There is a behavior trait that a lot of writers share—it is called avoidance activity. They will do anything to avoid starting to write: clean a drain, phone their mentally confused uncle in Peru, change the cat’s litter tray. I’m prone to this myself, in summer I deadhead flowers, even lobelia. In winter I’ll keep a fire going stick by stick, anything to put off the moment of scratching marks on virgin paper.

 

I am indulging an avoidance activity now. I’ve just ordered another cappuccino, I’ve given myself a sever talking: For God’s sake, woman! You are forty-seven years of age. Just cross the road, push the salon door open, and ask for an appointment!

 

It didn’t work. I’m now in my room, and I have just given myself a do-it-yourself hairdo, which consisted of a shampoo, condition and trim, with scissors on my Swiss army knife.

 

I can’t wait to get back to the Toni & Guy salon in Leicester. The staff there haven’t once called my hair ‘thine’ and they can do wonders with the savagery caused by Swiss army knife scissors.

 

 

 

12. The narrator was afraid to enter the hairdresser’s because she

A) had spilt coffee on her white trousers.

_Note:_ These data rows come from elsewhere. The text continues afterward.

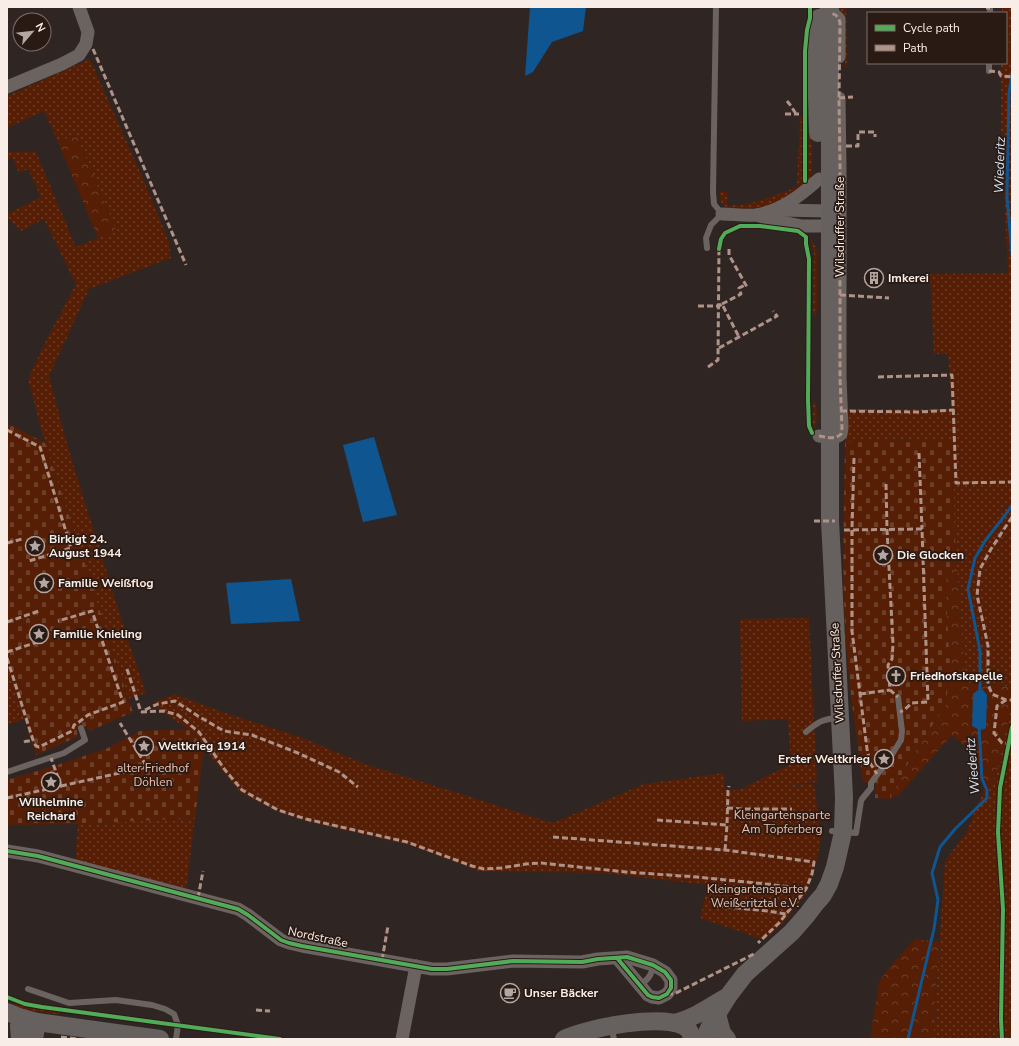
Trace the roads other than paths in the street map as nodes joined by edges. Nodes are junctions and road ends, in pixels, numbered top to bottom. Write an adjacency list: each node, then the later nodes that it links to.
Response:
1 (80, 7): 6 (street)
2 (716, 7): 9 (lane)
3 (825, 10): 7 (main road, Wilsdruffer Straße); 11 (main road, Wilsdruffer Straße); 13 (street, Wilsdruffer Straße)
4 (989, 64): 5 (lane)
5 (989, 71)
6 (7, 87)
7 (819, 179): 8 (street); 11 (main road, Wilsdruffer Straße)
8 (775, 210): 10 (street); 11 (street)
9 (722, 214): 10 (street); 12 (lane)
10 (755, 215): 11 (street)
11 (825, 218): 13 (main road, Wilsdruffer Straße)
12 (707, 248)
13 (825, 437): 15 (main road, Wilsdruffer Straße)
14 (898, 697): 19 (lane)
15 (834, 718): 17 (lane); 19 (main road, Wilsdruffer Straße)
16 (81, 728): 18 (lane)
17 (806, 732)
18 (7, 772)
19 (838, 832): 26 (main road, Wilsdruffer Straße)
20 (7, 851): 23 (street, Nordstraße)
21 (617, 958): 22 (street, Nordstraße); 23 (street, Nordstraße); 24 (street, Nordstraße)
22 (654, 962): 24 (lane); 24 (street, Nordstraße)
23 (416, 966): 34 (street)
24 (640, 986)
25 (28, 989): 33 (lane)
26 (729, 995): 27 (main road, Wilsdruffer Straße); 29 (main road, Wilsdruffer Straße)
27 (717, 1014): 37 (main road, Wilsdruffer Straße); 38 (main road)
28 (25, 1022): 31 (main road); 32 (main road)
29 (675, 1024): 30 (main road, Wilsdruffer Straße); 36 (main road)
30 (612, 1032): 35 (main road, Wilsdruffer Straße)
31 (20, 1039)
32 (160, 1039)
33 (176, 1039)
34 (402, 1039)
35 (564, 1039)
36 (693, 1039)
37 (704, 1039)
38 (727, 1039)

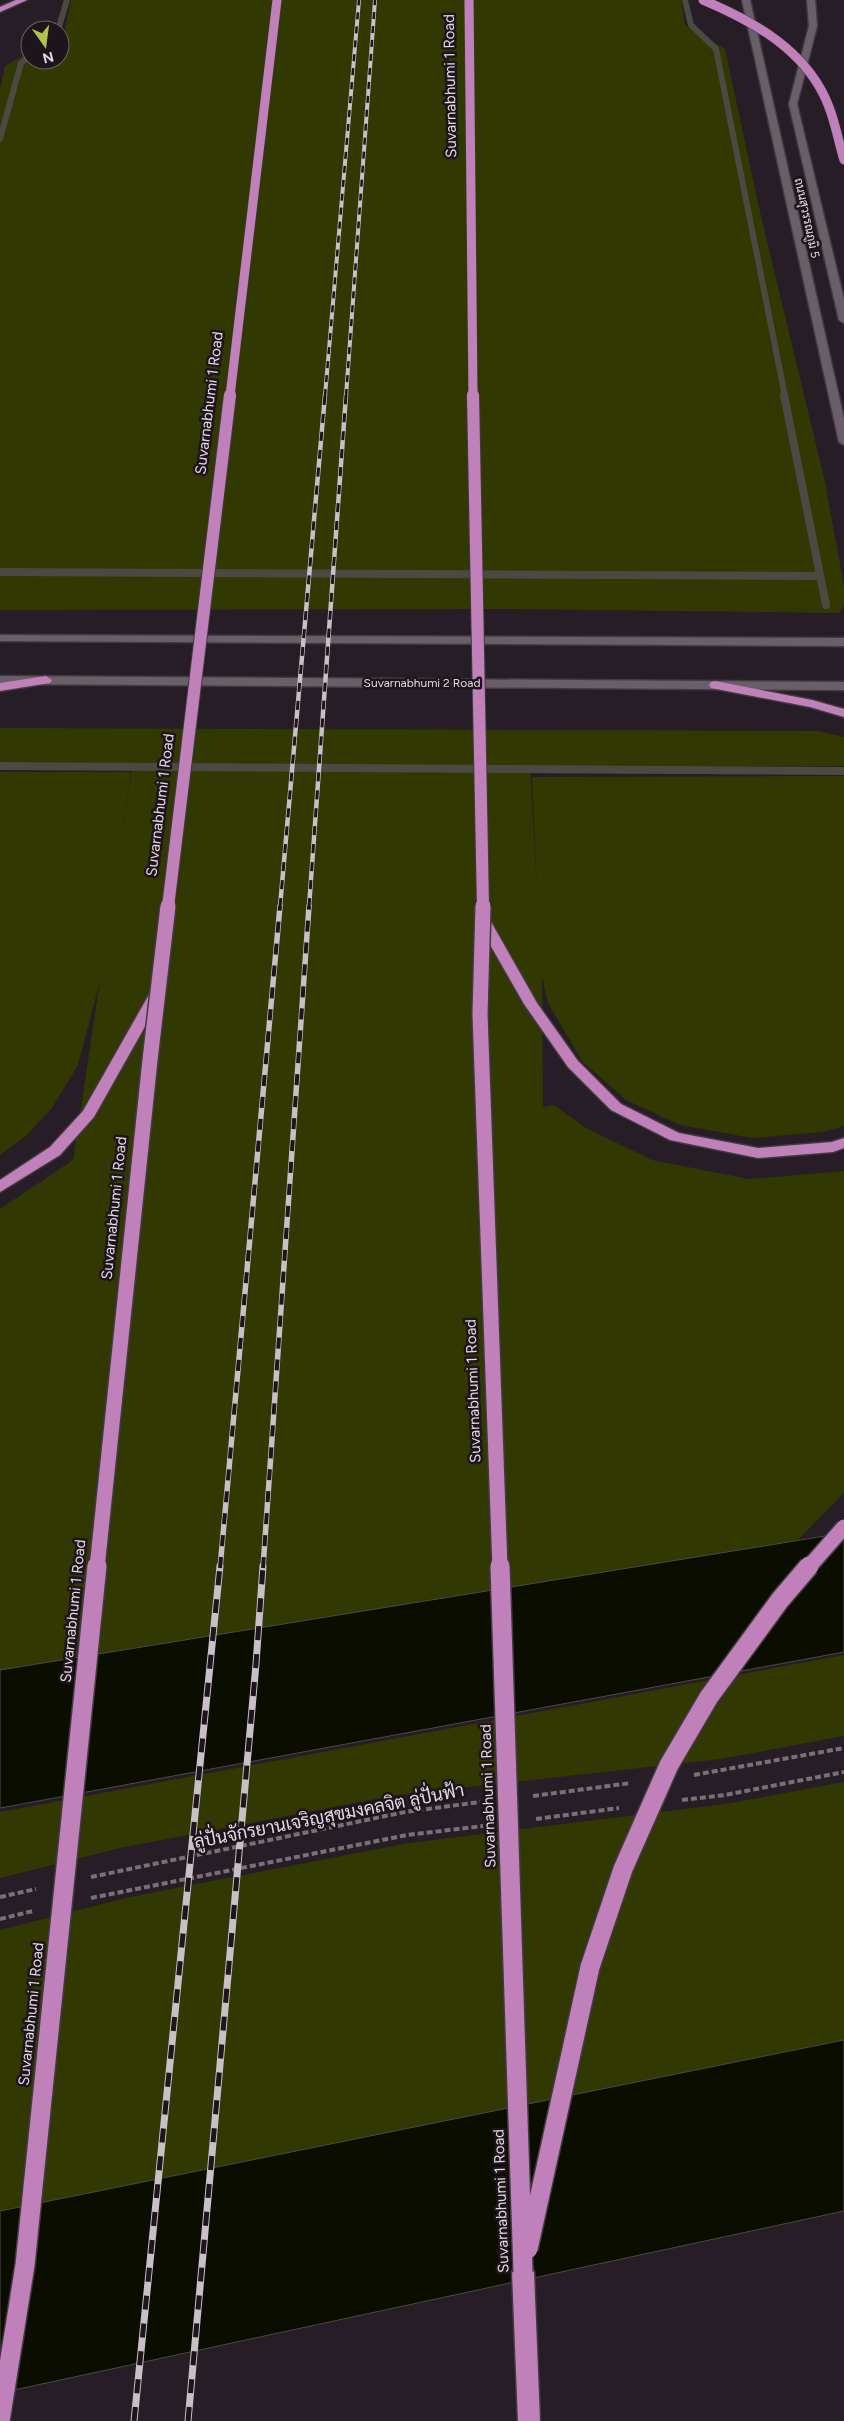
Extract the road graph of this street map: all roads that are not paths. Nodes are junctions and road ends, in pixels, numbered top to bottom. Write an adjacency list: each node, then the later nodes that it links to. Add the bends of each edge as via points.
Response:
1 (23, 0): 7 (highway)
2 (278, 0): 20 (highway, Suvarnabhumi 1 Road, bridge)
3 (470, 0): 19 (highway, Suvarnabhumi 1 Road, bridge, via 474,502)
4 (703, 0): 8 (highway, bridge, via 742,17 793,54 808,70 828,106)
5 (746, 0): 10 (street, ถนนสุวรรณภูมิ 5)
6 (811, 0): 9 (street, ถนนสุวรรณภูมิ 5, via 814,10 811,33 794,89 793,104)
7 (0, 10)
8 (844, 160)
9 (844, 320)
10 (844, 442)
11 (0, 638): 12 (street)
12 (844, 642)
13 (0, 680): 14 (street, Suvarnabhumi 2 Road)
14 (46, 680): 15 (street, Suvarnabhumi 2 Road); 17 (highway)
15 (715, 685): 16 (street, Suvarnabhumi 2 Road); 18 (highway)
16 (844, 686)
17 (0, 687)
18 (844, 713)
19 (483, 920): 21 (highway, via 531,1004 573,1064 616,1107 675,1137 758,1153); 24 (highway, Suvarnabhumi 1 Road, bridge, via 480,1014)
20 (158, 991): 22 (highway, via 89,1114 55,1151); 25 (highway, Suvarnabhumi 1 Road, bridge, via 25,2265)
21 (844, 1144)
22 (0, 1187)
23 (844, 1527): 24 (highway, bridge, via 780,1600 709,1697 668,1765 623,1869 590,1967)
24 (523, 2272): 26 (highway, Suvarnabhumi 1 Road)
25 (0, 2421)
26 (528, 2421)

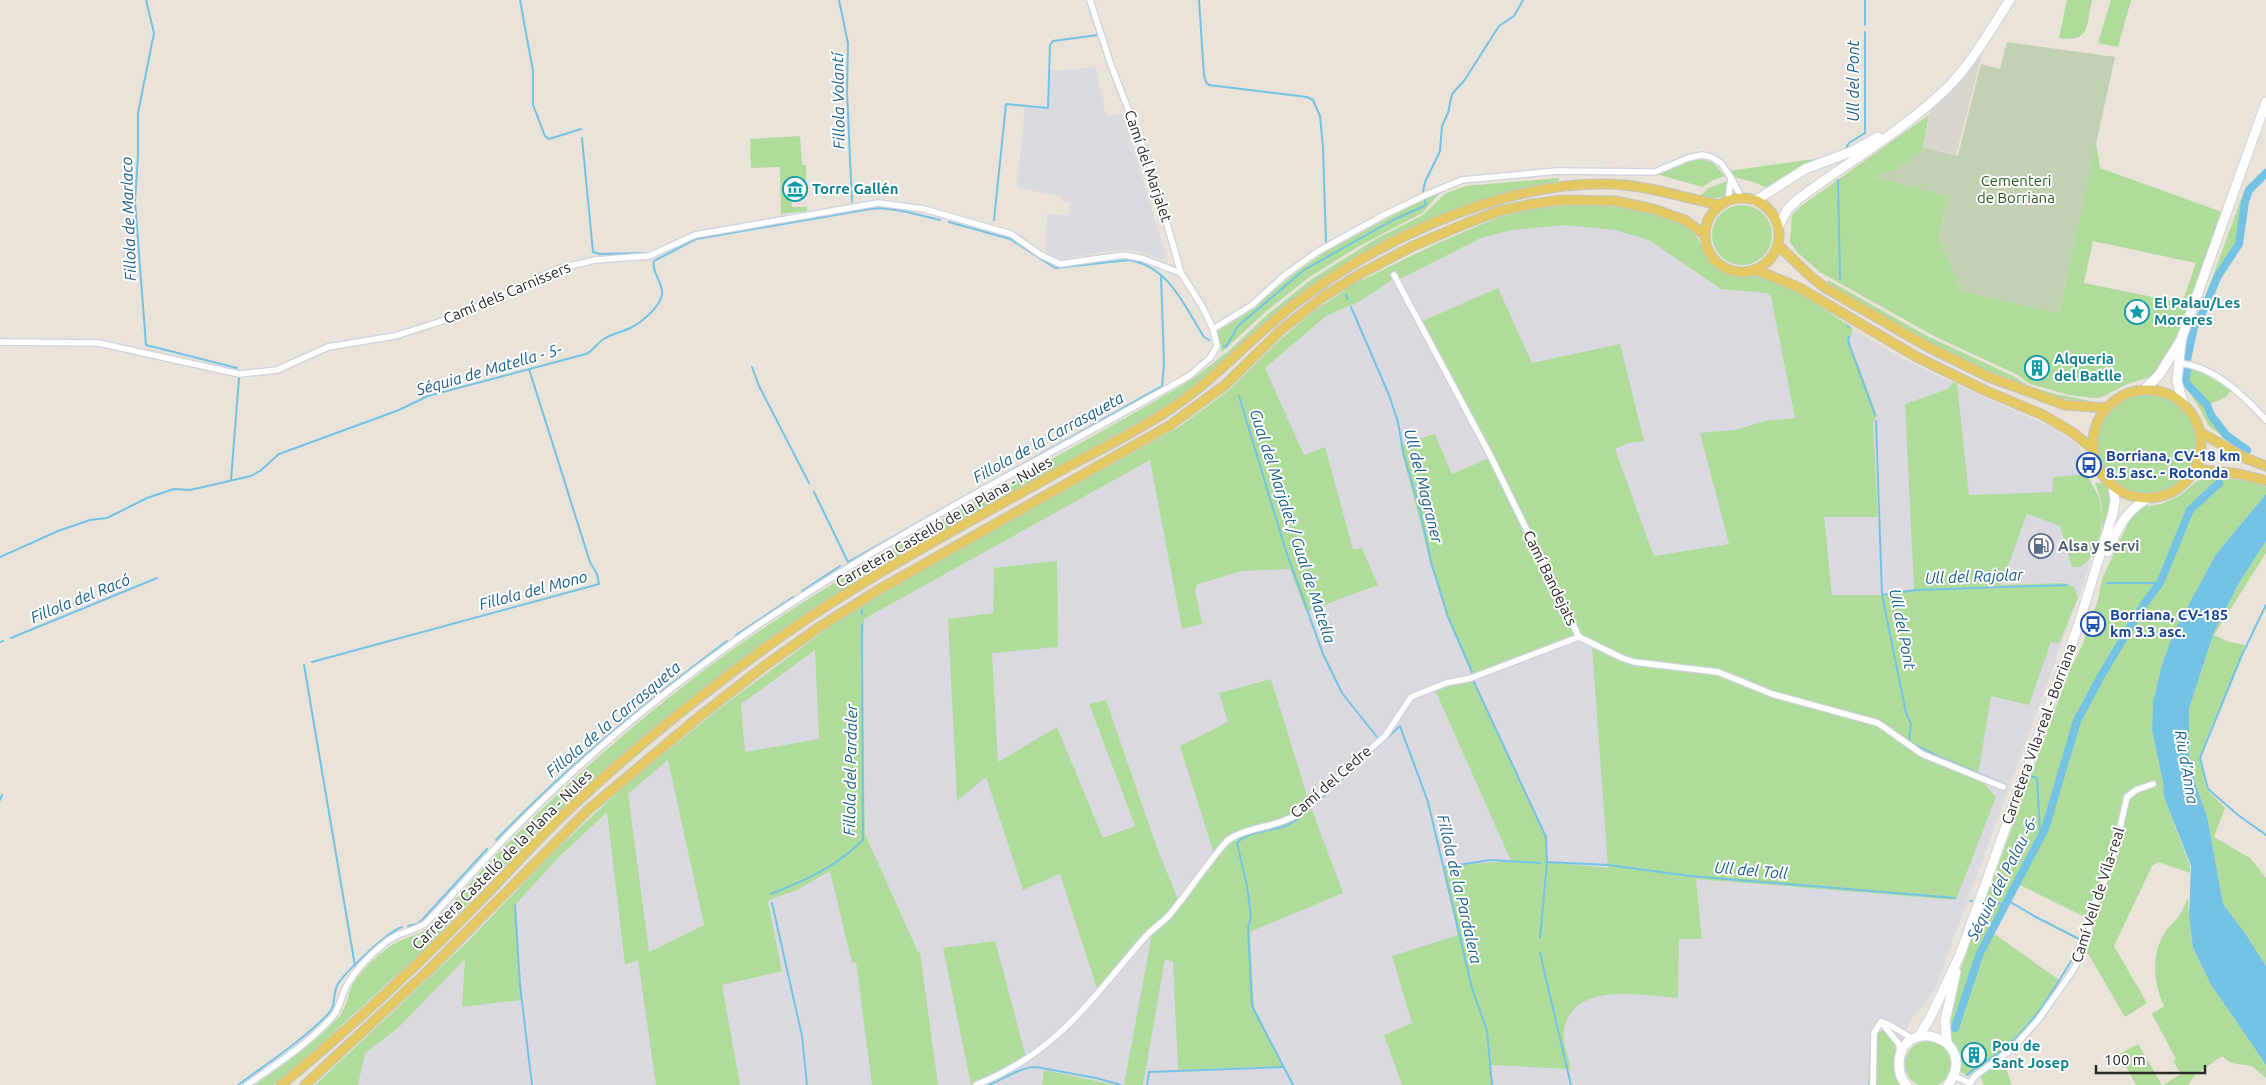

B) doubted the qualification of local stylists.

C) was strangely self-conscious.

D) was pressed for time.

 

 

13. Watching the stylists, the narrator concluded that they

A) were too impulsive.

B) had hair anyone would envy.

C) had strange hair-dos themselves.

D) attached too much importance to their ‘craft’.

 

 

14. The narrator calls herself ‘the client from hell’ mainly because she

A) doesn’t like to look at herself in the mirror.

B) never knows what she wants.

C) is too impatient to sit still.

D) is too demanding.

 

 

15. The narrator doesn’t like stylists as they

A) are too predictable in their conversation.

B) have once suggested that she should try a wig.

C) are too insensitive to clients wishes.

D) are too talkative.

 

 

16. According to the narrator the avoidance activity is

A) common to all writers.

B) mostly performed in winter.

C) talking to oneself.

D) a trick to postpone the beginning of work.

 

 

17. The narrator finally

A) talked herself into going and fixing an appointment.

B) got her hair done at a hotel.

C) cut her hair after shampooing it.

D) spoilt her hair completely.

 

 

18. The last paragraph means that the Toni &Guy salon in Leicester is the

A) only hairdresser’s she has ever risked going to.

B) salon she trusts and is not afraid to go to.

C) place where she is a special client.

D) the first place she has ever tried.